When you reach the records below, output every one exactly as written but leave out any pictures.

Materials provided: Begin

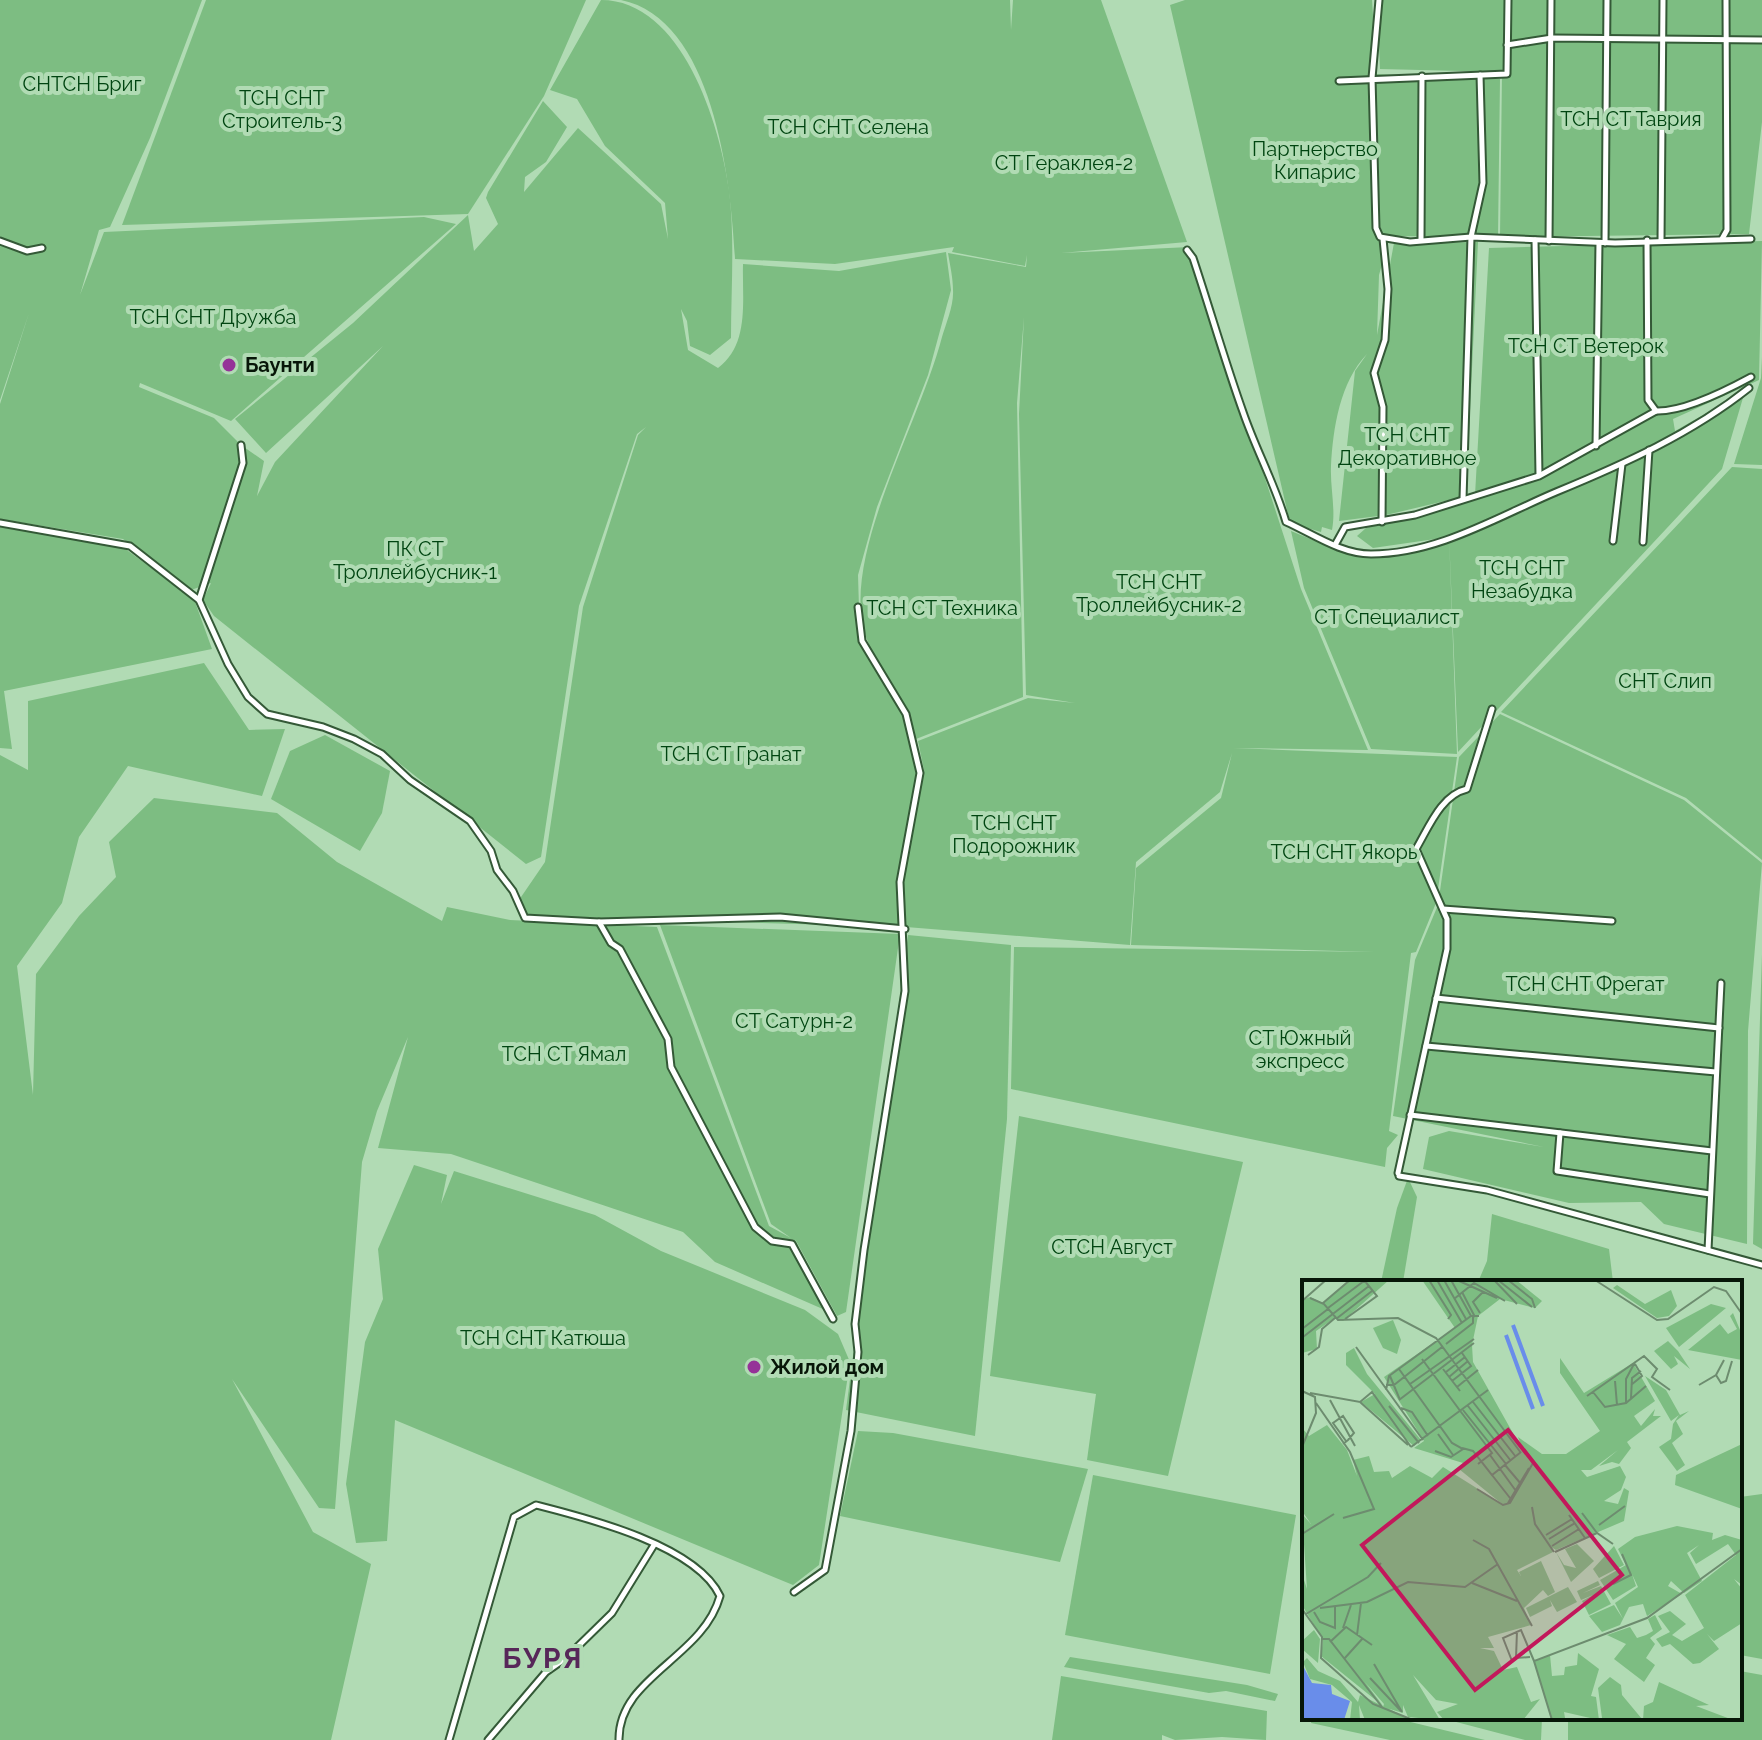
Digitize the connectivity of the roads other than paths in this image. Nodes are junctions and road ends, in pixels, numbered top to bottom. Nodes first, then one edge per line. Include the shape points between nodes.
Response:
1 (1379, 0) edge
2 (1508, 0) edge
3 (1551, 0) edge
4 (1607, 0) edge
5 (1663, 0) edge
6 (1726, 0) edge
7 (1552, 38) junction
8 (1607, 39) junction
9 (1662, 39) junction
10 (1762, 40) edge
11 (1724, 41) junction
12 (1507, 45) junction
13 (1480, 75) junction
14 (1422, 76) junction
15 (1372, 78) junction
16 (1339, 81) dead end
17 (1471, 237) junction
18 (1383, 239) junction
19 (1421, 239) junction
20 (1722, 239) junction
21 (1751, 239) dead end
22 (1535, 240) junction
23 (1647, 240) junction
24 (0, 241) edge
25 (1549, 241) junction
26 (1661, 241) junction
27 (1602, 243) junction
28 (42, 248) dead end
29 (1187, 250) dead end
30 (1751, 377) dead end
31 (1749, 388) dead end
32 (1656, 411) junction
33 (241, 445) dead end
34 (1596, 446) junction
35 (1649, 449) junction
36 (1622, 464) junction
37 (1539, 476) junction
38 (1463, 499) junction
39 (1382, 522) junction
40 (0, 523) edge
41 (1613, 541) dead end
42 (1643, 542) dead end
43 (1335, 545) junction
44 (199, 600) junction
45 (858, 607) dead end
46 (1492, 709) dead end
47 (1443, 909) junction
48 (1612, 921) dead end
49 (599, 922) junction
50 (905, 929) junction
51 (1721, 983) dead end
52 (1436, 998) junction
53 (1719, 1028) junction
54 (1426, 1046) junction
55 (1716, 1072) junction
56 (1410, 1115) junction
57 (1560, 1133) junction
58 (1712, 1151) junction
59 (1710, 1194) junction
60 (1708, 1250) junction
61 (1762, 1265) edge
62 (833, 1319) dead end
63 (654, 1545) junction
64 (794, 1592) dead end
65 (449, 1740) edge
66 (488, 1740) edge
67 (619, 1740) edge

1 - 15 street
2 - 12 street
3 - 7 street
4 - 8 street
5 - 9 street
6 - 11 street
7 - 8 street
7 - 12 street
7 - 25 street
8 - 9 street
8 - 27 street
9 - 11 street
9 - 26 street
10 - 11 street
11 - 20 street via 1727,230
12 - 13 street via 1507,74
13 - 14 street
13 - 17 street via 1483,183
14 - 15 street
14 - 19 street
15 - 16 street
15 - 18 street via 1376,228
17 - 19 street
17 - 22 street
17 - 38 street
18 - 19 street
18 - 39 street via 1388,289 1385,340 1374,373 1383,407
20 - 21 street
20 - 26 street
22 - 25 street
22 - 37 street
23 - 26 street
23 - 27 street
23 - 32 street via 1648,400
24 - 28 street via 27,251
25 - 27 street
27 - 34 street
29 - 43 street via 1286,522
30 - 32 street via 1720,394
31 - 35 street via 1713,416
32 - 34 street
33 - 44 street via 243,463
34 - 37 street
35 - 36 street
35 - 42 street
36 - 41 street
36 - 43 street via 1442,541 1372,554
37 - 38 street
38 - 39 street
39 - 43 street via 1345,527
40 - 44 street via 130,546
44 - 49 street via 248,697 267,714 323,727 368,746 470,821 525,918
45 - 50 street via 862,641 906,714 920,773 900,882
46 - 47 street via 1467,789 1455,792 1441,806 1416,849
47 - 48 street
47 - 52 street via 1447,949
49 - 50 street via 780,917
49 - 62 street via 620,949 668,1039 671,1067 755,1227 772,1241 792,1244
50 - 64 street via 905,991 855,1324 858,1352 851,1431 825,1570
51 - 53 street
52 - 53 street
52 - 54 street
53 - 55 street
54 - 55 street
54 - 56 street
55 - 58 street
56 - 57 street
56 - 60 street via 1398,1174 1487,1190
57 - 58 street
57 - 59 street via 1557,1171
58 - 59 street
59 - 60 street
60 - 61 street
63 - 65 street via 536,1505 514,1517
63 - 66 street via 612,1613 546,1672
63 - 67 street via 693,1565 720,1596 708,1626 624,1706

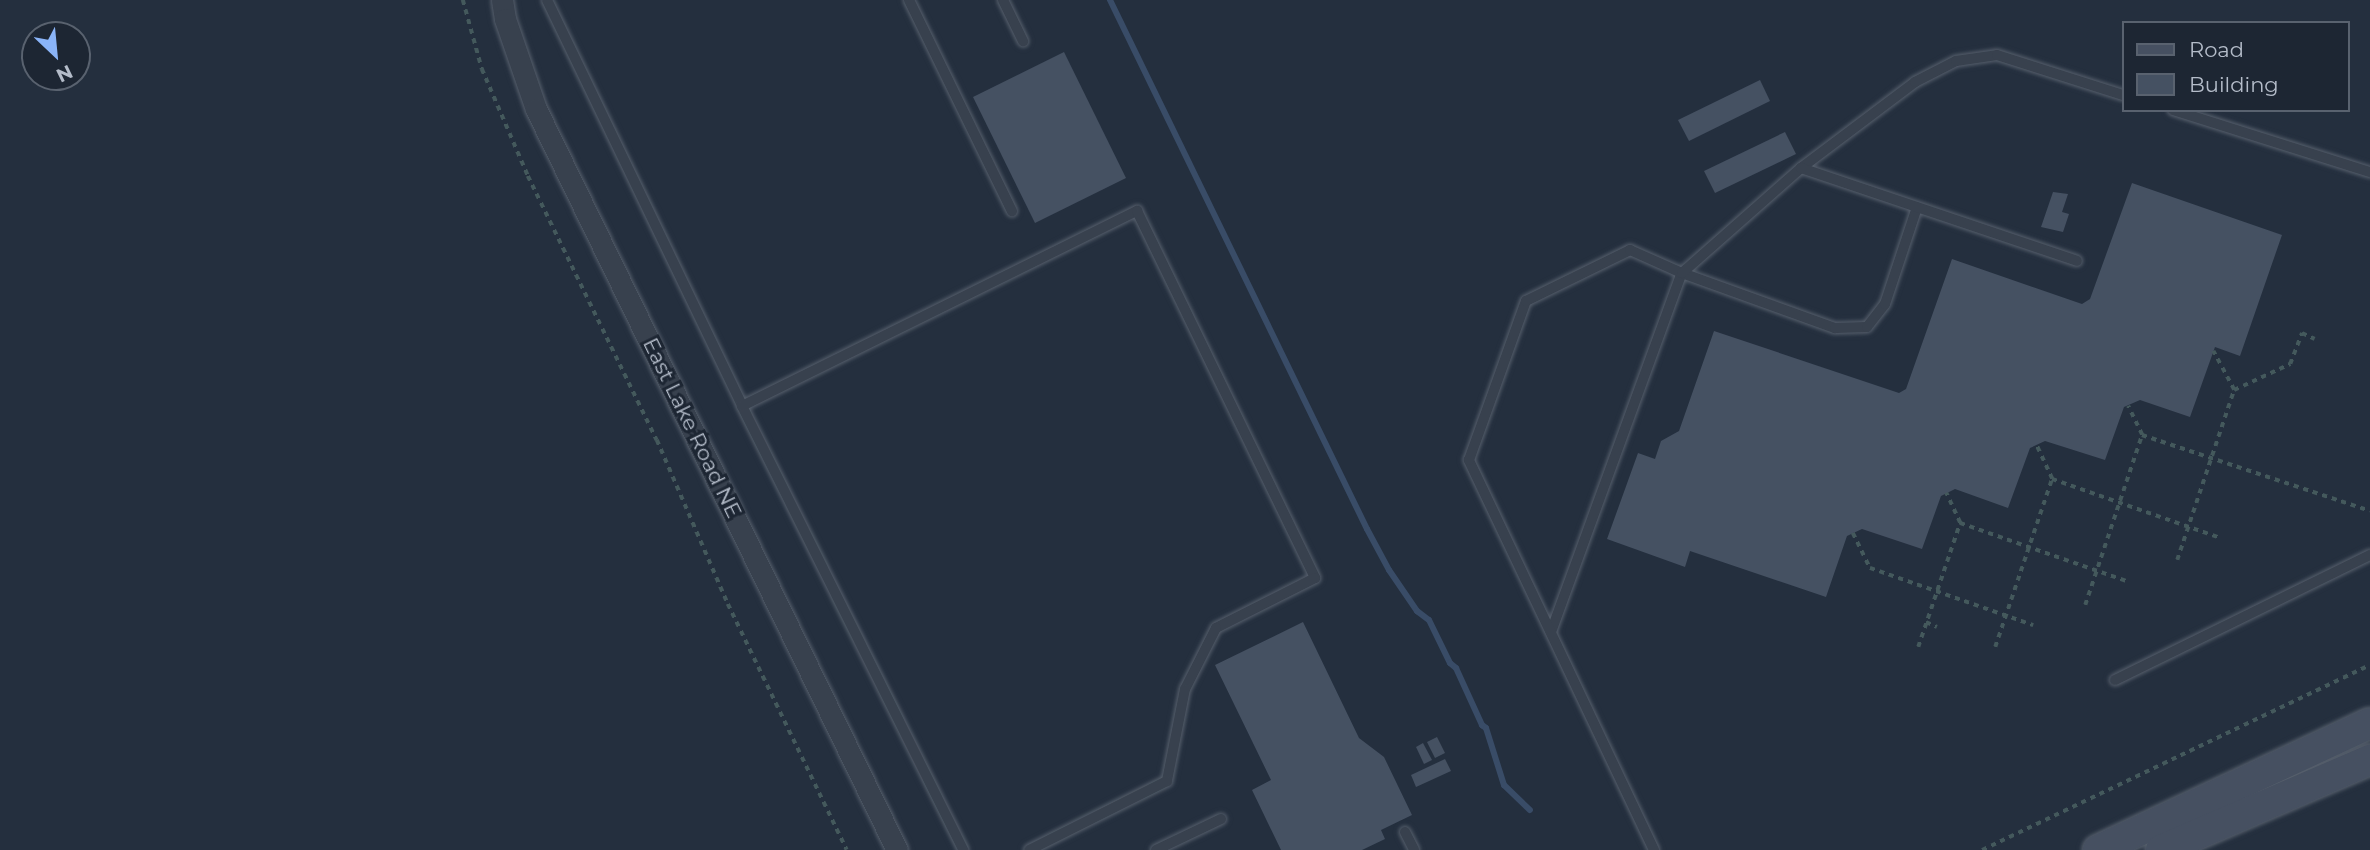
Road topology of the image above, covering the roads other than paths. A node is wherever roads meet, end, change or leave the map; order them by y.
1 (502, 0) edge
2 (547, 0) edge
3 (909, 0) edge
4 (1003, 0) edge
5 (1023, 41) dead end
6 (2122, 94) edge
7 (2180, 112) edge
8 (1801, 168) junction
9 (2370, 172) edge
10 (1917, 207) junction
11 (1012, 211) dead end
12 (2077, 261) dead end
13 (1682, 274) junction
14 (742, 406) junction
15 (2370, 555) edge
16 (1550, 632) junction
17 (2115, 680) dead end
18 (2370, 723) edge
19 (2370, 760) edge
20 (1221, 819) dead end
21 (1405, 832) dead end
22 (897, 850) edge
23 (963, 850) edge
24 (1029, 850) edge
25 (1156, 850) edge
26 (1414, 850) edge
27 (1654, 850) edge
28 (2098, 850) edge
29 (2161, 850) edge

1 - 22 street, East Lake Road NE
2 - 14 lane
3 - 11 lane
4 - 5 lane
6 - 8 lane
7 - 9 lane
8 - 10 lane
8 - 13 lane
10 - 12 lane
10 - 13 lane
13 - 16 lane
13 - 16 lane
14 - 23 lane
14 - 24 lane
15 - 17 lane
16 - 27 lane
18 - 28 main road
19 - 29 main road
20 - 25 lane
21 - 26 lane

Materials provided: End

### Output for this exercise
Digitize the connectivity of the roads other than paths in this image. Nodes are junctions and road ends, in pixels, numbered top to bottom. Nodes first, then one edge per line. Include the shape points between nodes.
Response:
1 (1379, 0) edge
2 (1508, 0) edge
3 (1551, 0) edge
4 (1607, 0) edge
5 (1663, 0) edge
6 (1726, 0) edge
7 (1552, 38) junction
8 (1607, 39) junction
9 (1662, 39) junction
10 (1762, 40) edge
11 (1724, 41) junction
12 (1507, 45) junction
13 (1480, 75) junction
14 (1422, 76) junction
15 (1372, 78) junction
16 (1339, 81) dead end
17 (1471, 237) junction
18 (1383, 239) junction
19 (1421, 239) junction
20 (1722, 239) junction
21 (1751, 239) dead end
22 (1535, 240) junction
23 (1647, 240) junction
24 (0, 241) edge
25 (1549, 241) junction
26 (1661, 241) junction
27 (1602, 243) junction
28 (42, 248) dead end
29 (1187, 250) dead end
30 (1751, 377) dead end
31 (1749, 388) dead end
32 (1656, 411) junction
33 (241, 445) dead end
34 (1596, 446) junction
35 (1649, 449) junction
36 (1622, 464) junction
37 (1539, 476) junction
38 (1463, 499) junction
39 (1382, 522) junction
40 (0, 523) edge
41 (1613, 541) dead end
42 (1643, 542) dead end
43 (1335, 545) junction
44 (199, 600) junction
45 (858, 607) dead end
46 (1492, 709) dead end
47 (1443, 909) junction
48 (1612, 921) dead end
49 (599, 922) junction
50 (905, 929) junction
51 (1721, 983) dead end
52 (1436, 998) junction
53 (1719, 1028) junction
54 (1426, 1046) junction
55 (1716, 1072) junction
56 (1410, 1115) junction
57 (1560, 1133) junction
58 (1712, 1151) junction
59 (1710, 1194) junction
60 (1708, 1250) junction
61 (1762, 1265) edge
62 (833, 1319) dead end
63 (654, 1545) junction
64 (794, 1592) dead end
65 (449, 1740) edge
66 (488, 1740) edge
67 (619, 1740) edge

1 - 15 street
2 - 12 street
3 - 7 street
4 - 8 street
5 - 9 street
6 - 11 street
7 - 8 street
7 - 12 street
7 - 25 street
8 - 9 street
8 - 27 street
9 - 11 street
9 - 26 street
10 - 11 street
11 - 20 street via 1727,230
12 - 13 street via 1507,74
13 - 14 street
13 - 17 street via 1483,183
14 - 15 street
14 - 19 street
15 - 16 street
15 - 18 street via 1376,228
17 - 19 street
17 - 22 street
17 - 38 street
18 - 19 street
18 - 39 street via 1388,289 1385,340 1374,373 1383,407
20 - 21 street
20 - 26 street
22 - 25 street
22 - 37 street
23 - 26 street
23 - 27 street
23 - 32 street via 1648,400
24 - 28 street via 27,251
25 - 27 street
27 - 34 street
29 - 43 street via 1286,522
30 - 32 street via 1720,394
31 - 35 street via 1713,416
32 - 34 street
33 - 44 street via 243,463
34 - 37 street
35 - 36 street
35 - 42 street
36 - 41 street
36 - 43 street via 1442,541 1372,554
37 - 38 street
38 - 39 street
39 - 43 street via 1345,527
40 - 44 street via 130,546
44 - 49 street via 248,697 267,714 323,727 368,746 470,821 525,918
45 - 50 street via 862,641 906,714 920,773 900,882
46 - 47 street via 1467,789 1455,792 1441,806 1416,849
47 - 48 street
47 - 52 street via 1447,949
49 - 50 street via 780,917
49 - 62 street via 620,949 668,1039 671,1067 755,1227 772,1241 792,1244
50 - 64 street via 905,991 855,1324 858,1352 851,1431 825,1570
51 - 53 street
52 - 53 street
52 - 54 street
53 - 55 street
54 - 55 street
54 - 56 street
55 - 58 street
56 - 57 street
56 - 60 street via 1398,1174 1487,1190
57 - 58 street
57 - 59 street via 1557,1171
58 - 59 street
59 - 60 street
60 - 61 street
63 - 65 street via 536,1505 514,1517
63 - 66 street via 612,1613 546,1672
63 - 67 street via 693,1565 720,1596 708,1626 624,1706

Road topology of the image above, covering the roads other than paths. A node is wherever roads meet, end, change or leave the map; order them by y.
1 (502, 0) edge
2 (547, 0) edge
3 (909, 0) edge
4 (1003, 0) edge
5 (1023, 41) dead end
6 (2122, 94) edge
7 (2180, 112) edge
8 (1801, 168) junction
9 (2370, 172) edge
10 (1917, 207) junction
11 (1012, 211) dead end
12 (2077, 261) dead end
13 (1682, 274) junction
14 (742, 406) junction
15 (2370, 555) edge
16 (1550, 632) junction
17 (2115, 680) dead end
18 (2370, 723) edge
19 (2370, 760) edge
20 (1221, 819) dead end
21 (1405, 832) dead end
22 (897, 850) edge
23 (963, 850) edge
24 (1029, 850) edge
25 (1156, 850) edge
26 (1414, 850) edge
27 (1654, 850) edge
28 (2098, 850) edge
29 (2161, 850) edge

1 - 22 street, East Lake Road NE
2 - 14 lane
3 - 11 lane
4 - 5 lane
6 - 8 lane
7 - 9 lane
8 - 10 lane
8 - 13 lane
10 - 12 lane
10 - 13 lane
13 - 16 lane
13 - 16 lane
14 - 23 lane
14 - 24 lane
15 - 17 lane
16 - 27 lane
18 - 28 main road
19 - 29 main road
20 - 25 lane
21 - 26 lane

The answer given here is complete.